Water crisis in Jackson, Mississippi: Efforts to restore supplies set back, continuing dire situation for residents

Efforts to restore supplies were set back on Friday when a chemical imbalance and low water pressure were detected.

“It’s like fixing an airplane while it’s flying. You have to be very careful how you fix it to keep flying,” says Jim Craig, senior lieutenant for health protection at the Mississippi Department of Health. said Friday night at a press conference.

“This is the same thing that we are trying to produce water for. All the demands for water have to keep happening, and every time we do maintenance, we have to offset some of that,” Craig said. explained.

This city of about 150,000 inhabitants kettle notification Since July 30 — and last weekend’s heavy rain flooding caused a chemical imbalance at the OB Curtis water treatment plant.

Since then, life has changed for Jackson residents, with long waits for bottled water to drink, cook and brush their teeth. Schools were also closed.

“We pay water bills all the time and can’t use the water,” said Jackson resident Corian Wheeler. “We feel like we live in a third world country in America. It’s kind of bad.”

But progress has been made, according to state and local officials.

Jackson Mayor Chokwe Antal Lumumba noted at a press conference on Friday that “two days in a row have been successful” and acknowledged that not “everyone has pressure or water”. I was.

“The team works 24/7 to make sure these benefits are established or maintained,” he said.

On Friday morning, Craig pointed out that the treatment plant was pumping water at 85 PSI. This is a unit known as pounds per square inch that measures pressure. However, it dropped to 77.2 PSI later in the day, he said.

According to a city news release, this reduction means that at high altitudes far from the plant, water pressure may still be low or non-existent. The goal is to bring pressure levels up to 87 PSI, the city said.

Rising water pressure could lead to burst pipes, mayor warns

As the crew tried to increase water pressure, Lumumba warned that another infrastructure problem could be on the horizon.

“They can raise the pressure in the factories to levels not seen in years, so the challenge will be if there are pipes bursting across the city,” he said.
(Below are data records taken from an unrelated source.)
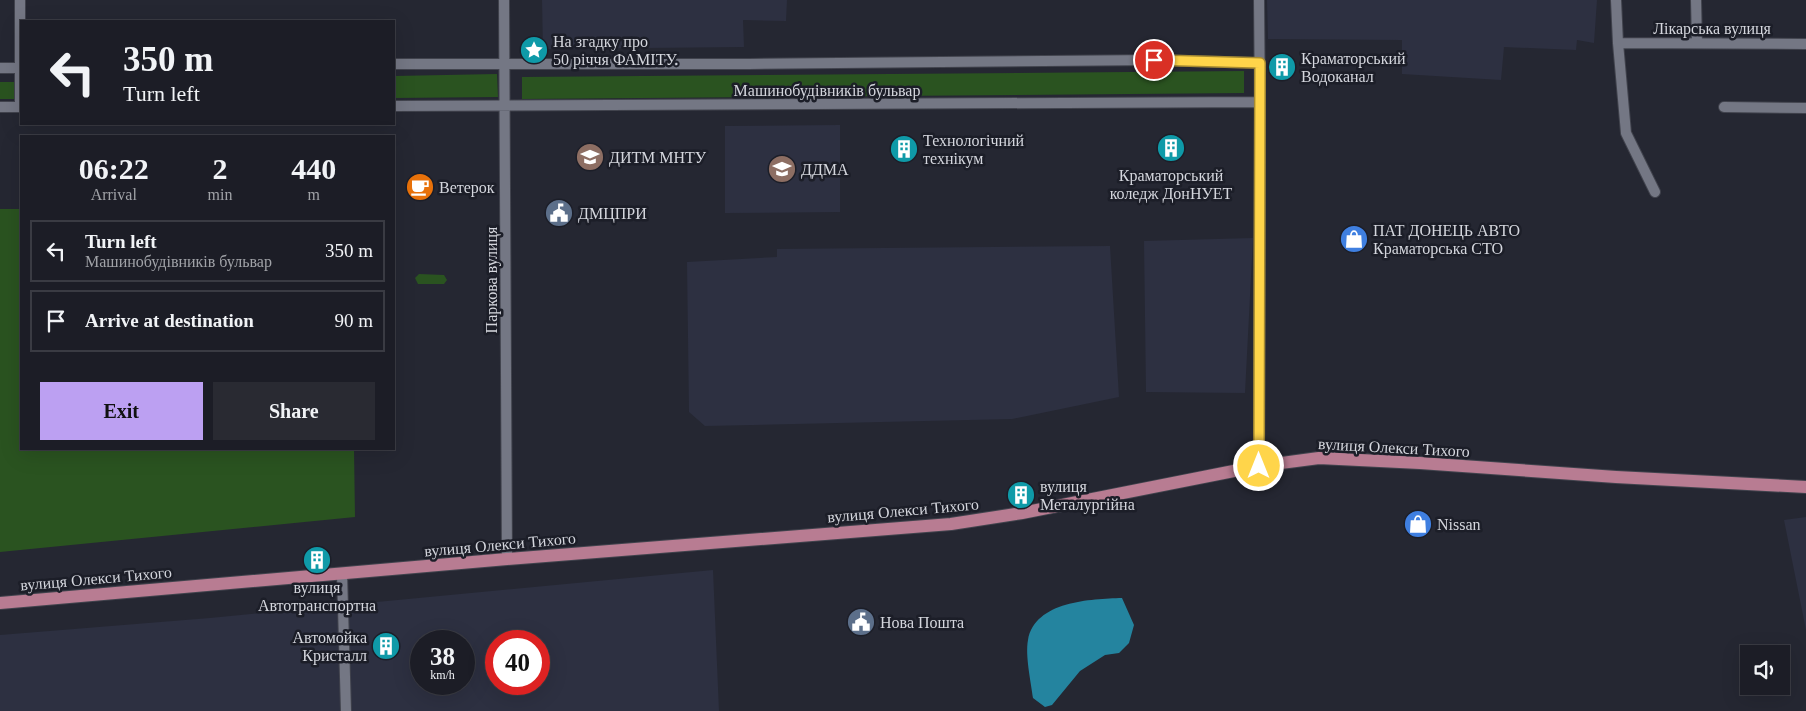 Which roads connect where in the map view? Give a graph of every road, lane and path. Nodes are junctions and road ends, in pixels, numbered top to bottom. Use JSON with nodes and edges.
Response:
{"nodes":[{"id":1,"x":20,"y":0,"type":"edge"},
{"id":2,"x":504,"y":0,"type":"edge"},
{"id":3,"x":1259,"y":0,"type":"edge"},
{"id":4,"x":1616,"y":0,"type":"edge"},
{"id":5,"x":1696,"y":0,"type":"edge"},
{"id":6,"x":1618,"y":43,"type":"junction"},
{"id":7,"x":1697,"y":43,"type":"junction"},
{"id":8,"x":1806,"y":44,"type":"edge"},
{"id":9,"x":505,"y":63,"type":"junction"},
{"id":10,"x":1260,"y":63,"type":"junction"},
{"id":11,"x":395,"y":64,"type":"edge"},
{"id":12,"x":0,"y":68,"type":"edge"},
{"id":13,"x":20,"y":68,"type":"edge"},
{"id":14,"x":1260,"y":102,"type":"junction"},
{"id":15,"x":395,"y":106,"type":"edge"},
{"id":16,"x":505,"y":106,"type":"junction"},
{"id":17,"x":0,"y":107,"type":"edge"},
{"id":18,"x":20,"y":107,"type":"edge"},
{"id":19,"x":1724,"y":107,"type":"dead end"},
{"id":20,"x":1806,"y":108,"type":"edge"},
{"id":21,"x":1655,"y":192,"type":"dead end"},
{"id":22,"x":1259,"y":466,"type":"junction"},
{"id":23,"x":1806,"y":487,"type":"edge"},
{"id":24,"x":507,"y":560,"type":"junction"},
{"id":25,"x":342,"y":574,"type":"junction"},
{"id":26,"x":0,"y":603,"type":"edge"},
{"id":27,"x":346,"y":711,"type":"edge"}],
"edges":[{"from":1,"to":13,"type":"street"},
{"from":2,"to":9,"type":"street","name":"Паркова вулиця"},
{"from":3,"to":10,"type":"street"},
{"from":4,"to":6,"type":"street"},
{"from":5,"to":7,"type":"street"},
{"from":6,"to":7,"type":"street","name":"Лікарська вулиця"},
{"from":6,"to":21,"type":"street"},
{"from":7,"to":8,"type":"street","name":"Лікарська вулиця"},
{"from":9,"to":10,"type":"street","name":"Машинобудівників бульвар"},
{"from":9,"to":11,"type":"street","name":"Машинобудівників бульвар"},
{"from":9,"to":16,"type":"street","name":"Паркова вулиця"},
{"from":10,"to":14,"type":"street"},
{"from":12,"to":13,"type":"street"},
{"from":13,"to":18,"type":"street"},
{"from":14,"to":16,"type":"street","name":"Машинобудівників бульвар"},
{"from":14,"to":22,"type":"street"},
{"from":15,"to":16,"type":"street","name":"Машинобудівників бульвар"},
{"from":16,"to":24,"type":"street","name":"Паркова вулиця"},
{"from":17,"to":18,"type":"street"},
{"from":19,"to":20,"type":"street"},
{"from":22,"to":23,"type":"main road","name":"вулиця Олекси Тихого"},
{"from":22,"to":24,"type":"main road","name":"вулиця Олекси Тихого"},
{"from":24,"to":25,"type":"main road","name":"вулиця Олекси Тихого"},
{"from":25,"to":26,"type":"main road","name":"вулиця Олекси Тихого"},
{"from":25,"to":27,"type":"street"}]}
We know you have fragile pipes. Just like our water treatment plants are aging, so are our pipes.”

In early 2020, our water system failed an Environmental Protection Agency inspection. The tests found that drinking water can harbor harmful bacteria and parasites.

Residents also had no access to water for a month when water pipes froze and burst during a winter storm in 2021.

A Mississippi Investigative Reporting Center report released by Clarion Leisure in January said the problem was largely systemic, with old and leaking pipes, a malfunctioning treatment plant, and a solution to the problem. lack of funds for

In July 2021, the EPA and the City agreed to “address long-term challenges and make necessary improvements to drinking water systems.” The EPA also recently announced a contribution of her $74.9 million to the Federal Water and Wastewater Infrastructure Fund in Mississippi.

proponents have previously pointed out Systemic and environmental racism as one of the causes of the ongoing water problem in Jackson and the lack of resources to deal with it. About 82.5% of Jackson’s population is black or African American, according to census data, and the state legislature is majority white.

Staffing at the factory is also a problem, according to people familiar with the matter.

EPA staff found that the city of Jackson, Mississippi's water department was understaffed, leading to a gap between routine and preventive maintenance, the report said.

Six of the 11 water tanks have reached stable levels and the remaining tanks are in the process of improving levels, the city said in a news release.

Meanwhile, officials are still urging residents to boil water.

For Jackson to reach the clean water benchmark, the state health department must test 120 water samples from different locations over two days and all samples return clean results, the governor said.

“I can promise today that I will continue to advise the citizens of Jackson to boil water until it really gets to the point,” Governor Tate Reeves said.

He also added that seven state-run water sites had distributed about 2.8 million bottles of water within 24 hours on Thursday.

President Joe Biden also endorsed Jackson’s state of emergency declaration, allowing Mississippi to draw on critical resources to respond to the crisis, Reeves said.

CNN’s Jamiel Lynch, Raja Razek, Theresa Waldrop, Nouran Salahieh, Jason Hanna, and Amir Vera contributed to this report.

Source: www.cnn.com

Leave a Reply

Your email address will not be published.